Recently, two single nucleotide polymorphisms in the hypoxia-inducible factor-1α (HIF-1α) gene, P582S and A588T, were shown to cause significantly higher transcriptional activity than the wild type. We investigated the association between the HIF-1α polymorphisms and the incidence and progression of transitional cell carcinoma of the bladder, and the relationship between the polymorphisms and the tissue vascular endothelial growth factor (VEGF) level or microvessel density (MVD). A total of 219 patients with bladder cancer and 464 healthy native Japanese control subjects were enrolled.
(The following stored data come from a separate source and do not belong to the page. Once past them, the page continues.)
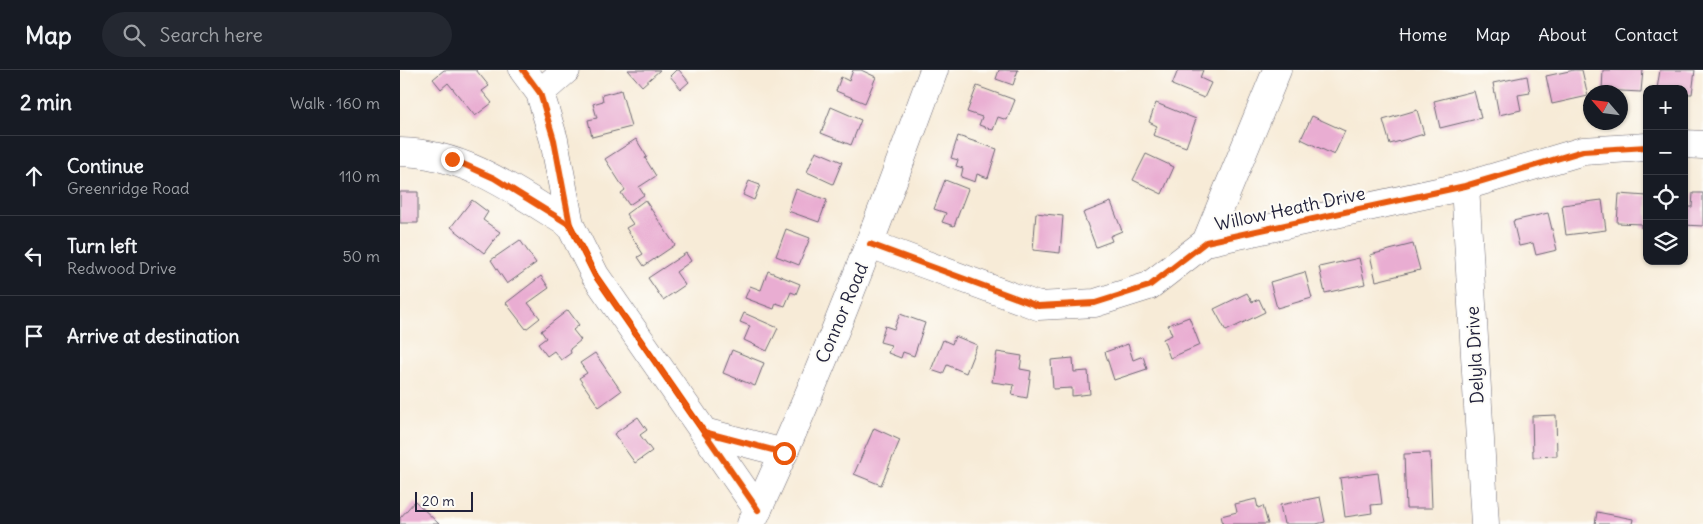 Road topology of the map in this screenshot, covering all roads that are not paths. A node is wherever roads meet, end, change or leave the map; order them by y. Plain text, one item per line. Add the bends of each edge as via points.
1 (523, 70) edge
2 (566, 70) edge
3 (934, 70) edge
4 (1277, 70) edge
5 (540, 93) junction
6 (1688, 144) edge
7 (1703, 145) edge
8 (1643, 147) edge
9 (400, 152) edge
10 (1465, 186) junction
11 (570, 225) junction
12 (1206, 242) junction
13 (870, 244) junction
14 (704, 432) junction
15 (784, 453) junction
16 (754, 517) edge
17 (1485, 524) edge

1 - 5 street
2 - 5 street
3 - 13 street, Connor Road
4 - 12 street
5 - 11 street via 554,140
6 - 7 street
8 - 10 street, Willow Heath Drive via 1583,151
9 - 11 street via 452,159 494,178
10 - 12 street, Willow Heath Drive
10 - 17 street, Delyla Drive
11 - 14 street via 595,275
12 - 13 street, Willow Heath Drive via 1149,286 1095,303 1038,306
13 - 15 street, Connor Road
14 - 15 street
14 - 16 street
15 - 16 street, Connor Road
Tissue VEGF and HIF-1α expression levels and the mean MVD were evaluated in 73 radical cystectomy specimens by immunohistochemistry. The HIF-1α genotype did not significantly influence the incidence or disease status of bladder cancer. Among patients who underwent radical cystectomy, those with a variant allele had significantly worse disease-free survival (p = 0.001) and disease-specific survival (p = 0.006) than those without a variant allele. Multivariate analysis using a Cox proportional hazard model revealed that the presence of a variant allele was an independent predictor of disease-free survival (HR = 3.10, 95%CI = 1.38–6.99, p = 0.006). Although not statistically significant, the moderate/high expression levels of VEGF in tumor tissues were more frequently observed in patients with a HIF-1α variant allele (11/13, 84.6%) than in those without (33/60, 55%, p = 0.063). The HIF-1α polymorphisms may have a significant influence on the poor prognosis of the patients undergoing radical cystectomy for bladder cancer, while they seem to have no relation to the bladder cancer occurrence. © 2007 Wiley-Liss, Inc.